__Work instruction__.
Set down every record below exactly as it stands, minus the pictures.

__Study material__.
□ □ □ □ □
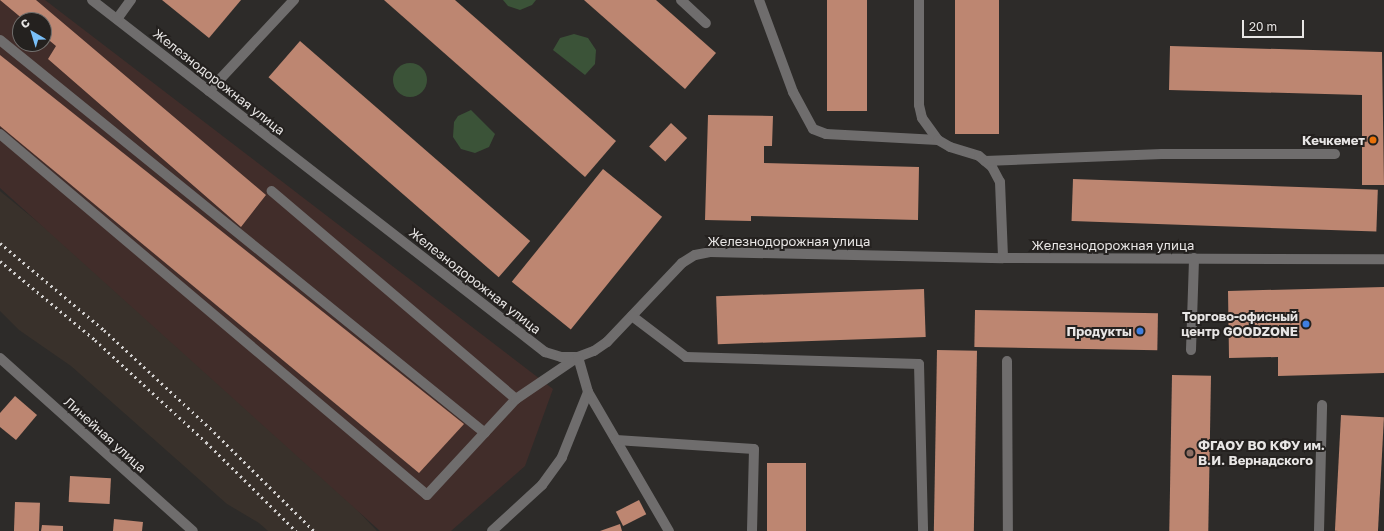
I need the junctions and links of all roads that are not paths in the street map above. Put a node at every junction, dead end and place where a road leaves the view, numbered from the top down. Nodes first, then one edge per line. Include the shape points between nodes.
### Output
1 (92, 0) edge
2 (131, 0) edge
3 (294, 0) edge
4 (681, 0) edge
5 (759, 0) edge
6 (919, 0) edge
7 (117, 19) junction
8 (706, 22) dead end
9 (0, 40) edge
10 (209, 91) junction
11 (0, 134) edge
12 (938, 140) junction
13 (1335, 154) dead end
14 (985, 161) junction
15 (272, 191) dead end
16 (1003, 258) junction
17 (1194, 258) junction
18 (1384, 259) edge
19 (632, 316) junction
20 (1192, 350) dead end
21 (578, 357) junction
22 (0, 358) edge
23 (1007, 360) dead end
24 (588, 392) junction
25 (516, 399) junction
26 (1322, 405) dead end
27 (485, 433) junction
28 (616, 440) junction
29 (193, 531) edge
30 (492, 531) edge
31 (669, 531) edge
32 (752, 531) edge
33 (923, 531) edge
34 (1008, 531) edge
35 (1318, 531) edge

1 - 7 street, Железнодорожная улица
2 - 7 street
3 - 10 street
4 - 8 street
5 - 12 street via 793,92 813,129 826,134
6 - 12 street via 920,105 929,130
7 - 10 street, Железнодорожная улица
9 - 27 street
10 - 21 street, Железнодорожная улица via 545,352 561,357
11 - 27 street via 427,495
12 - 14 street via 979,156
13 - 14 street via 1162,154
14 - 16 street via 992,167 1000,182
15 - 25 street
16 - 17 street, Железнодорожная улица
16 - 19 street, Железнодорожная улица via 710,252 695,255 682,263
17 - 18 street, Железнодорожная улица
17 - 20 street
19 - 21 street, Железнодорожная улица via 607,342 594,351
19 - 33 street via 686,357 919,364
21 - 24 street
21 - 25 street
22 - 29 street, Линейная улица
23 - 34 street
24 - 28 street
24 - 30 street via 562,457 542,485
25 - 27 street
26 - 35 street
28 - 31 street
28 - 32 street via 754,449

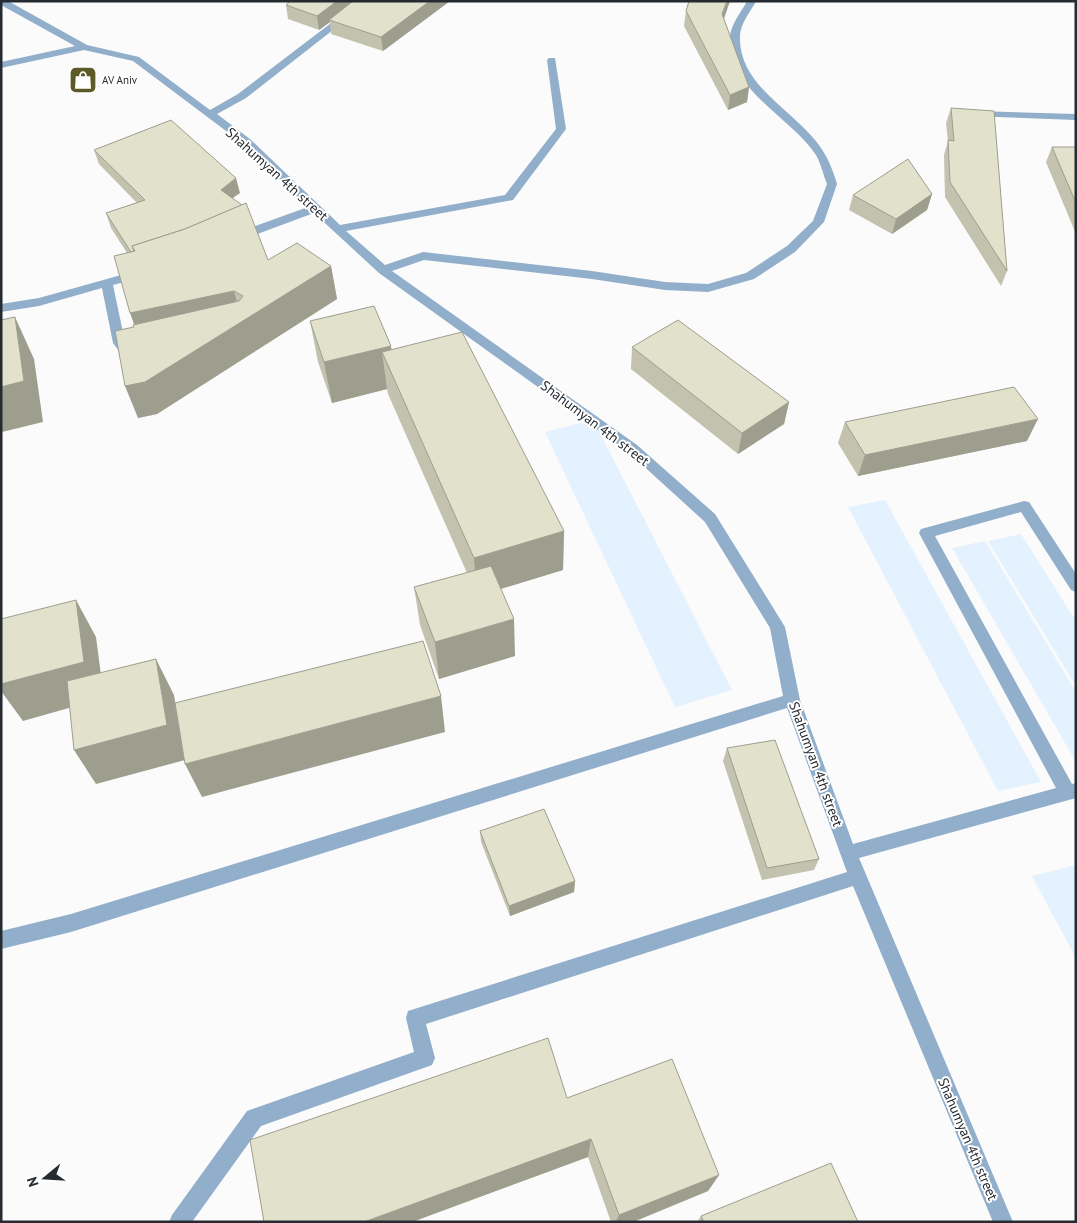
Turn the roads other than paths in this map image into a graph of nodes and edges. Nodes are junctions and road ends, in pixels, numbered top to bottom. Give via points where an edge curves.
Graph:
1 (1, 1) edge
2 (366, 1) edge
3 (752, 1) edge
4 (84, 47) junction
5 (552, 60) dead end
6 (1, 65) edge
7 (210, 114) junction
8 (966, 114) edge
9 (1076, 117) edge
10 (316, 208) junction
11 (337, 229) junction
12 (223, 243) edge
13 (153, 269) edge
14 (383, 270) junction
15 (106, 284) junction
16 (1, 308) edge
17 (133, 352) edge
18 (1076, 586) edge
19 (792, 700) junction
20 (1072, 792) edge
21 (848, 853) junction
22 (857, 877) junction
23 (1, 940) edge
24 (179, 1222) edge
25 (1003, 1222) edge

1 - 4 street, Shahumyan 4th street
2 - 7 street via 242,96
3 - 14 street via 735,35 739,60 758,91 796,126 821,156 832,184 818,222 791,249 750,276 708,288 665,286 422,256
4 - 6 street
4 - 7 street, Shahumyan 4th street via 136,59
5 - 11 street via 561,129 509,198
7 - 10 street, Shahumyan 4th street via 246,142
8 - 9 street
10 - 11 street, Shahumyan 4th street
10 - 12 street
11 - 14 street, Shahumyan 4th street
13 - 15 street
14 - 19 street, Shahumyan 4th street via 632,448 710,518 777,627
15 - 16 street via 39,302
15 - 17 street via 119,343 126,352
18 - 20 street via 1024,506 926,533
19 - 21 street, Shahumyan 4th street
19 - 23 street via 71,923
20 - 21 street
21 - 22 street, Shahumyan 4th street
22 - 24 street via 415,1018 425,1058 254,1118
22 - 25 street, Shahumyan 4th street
□ □ □ □ □
__Final answer__.
I need the junctions and links of all roads that are not paths in the street map above. Put a node at every junction, dead end and place where a road leaves the view, numbered from the top down. Nodes first, then one edge per line. Include the shape points between nodes.
### Output
1 (92, 0) edge
2 (131, 0) edge
3 (294, 0) edge
4 (681, 0) edge
5 (759, 0) edge
6 (919, 0) edge
7 (117, 19) junction
8 (706, 22) dead end
9 (0, 40) edge
10 (209, 91) junction
11 (0, 134) edge
12 (938, 140) junction
13 (1335, 154) dead end
14 (985, 161) junction
15 (272, 191) dead end
16 (1003, 258) junction
17 (1194, 258) junction
18 (1384, 259) edge
19 (632, 316) junction
20 (1192, 350) dead end
21 (578, 357) junction
22 (0, 358) edge
23 (1007, 360) dead end
24 (588, 392) junction
25 (516, 399) junction
26 (1322, 405) dead end
27 (485, 433) junction
28 (616, 440) junction
29 (193, 531) edge
30 (492, 531) edge
31 (669, 531) edge
32 (752, 531) edge
33 (923, 531) edge
34 (1008, 531) edge
35 (1318, 531) edge

1 - 7 street, Железнодорожная улица
2 - 7 street
3 - 10 street
4 - 8 street
5 - 12 street via 793,92 813,129 826,134
6 - 12 street via 920,105 929,130
7 - 10 street, Железнодорожная улица
9 - 27 street
10 - 21 street, Железнодорожная улица via 545,352 561,357
11 - 27 street via 427,495
12 - 14 street via 979,156
13 - 14 street via 1162,154
14 - 16 street via 992,167 1000,182
15 - 25 street
16 - 17 street, Железнодорожная улица
16 - 19 street, Железнодорожная улица via 710,252 695,255 682,263
17 - 18 street, Железнодорожная улица
17 - 20 street
19 - 21 street, Железнодорожная улица via 607,342 594,351
19 - 33 street via 686,357 919,364
21 - 24 street
21 - 25 street
22 - 29 street, Линейная улица
23 - 34 street
24 - 28 street
24 - 30 street via 562,457 542,485
25 - 27 street
26 - 35 street
28 - 31 street
28 - 32 street via 754,449

Turn the roads other than paths in this map image into a graph of nodes and edges. Nodes are junctions and road ends, in pixels, numbered top to bottom. Give via points where an edge curves.
Graph:
1 (1, 1) edge
2 (366, 1) edge
3 (752, 1) edge
4 (84, 47) junction
5 (552, 60) dead end
6 (1, 65) edge
7 (210, 114) junction
8 (966, 114) edge
9 (1076, 117) edge
10 (316, 208) junction
11 (337, 229) junction
12 (223, 243) edge
13 (153, 269) edge
14 (383, 270) junction
15 (106, 284) junction
16 (1, 308) edge
17 (133, 352) edge
18 (1076, 586) edge
19 (792, 700) junction
20 (1072, 792) edge
21 (848, 853) junction
22 (857, 877) junction
23 (1, 940) edge
24 (179, 1222) edge
25 (1003, 1222) edge

1 - 4 street, Shahumyan 4th street
2 - 7 street via 242,96
3 - 14 street via 735,35 739,60 758,91 796,126 821,156 832,184 818,222 791,249 750,276 708,288 665,286 422,256
4 - 6 street
4 - 7 street, Shahumyan 4th street via 136,59
5 - 11 street via 561,129 509,198
7 - 10 street, Shahumyan 4th street via 246,142
8 - 9 street
10 - 11 street, Shahumyan 4th street
10 - 12 street
11 - 14 street, Shahumyan 4th street
13 - 15 street
14 - 19 street, Shahumyan 4th street via 632,448 710,518 777,627
15 - 16 street via 39,302
15 - 17 street via 119,343 126,352
18 - 20 street via 1024,506 926,533
19 - 21 street, Shahumyan 4th street
19 - 23 street via 71,923
20 - 21 street
21 - 22 street, Shahumyan 4th street
22 - 24 street via 415,1018 425,1058 254,1118
22 - 25 street, Shahumyan 4th street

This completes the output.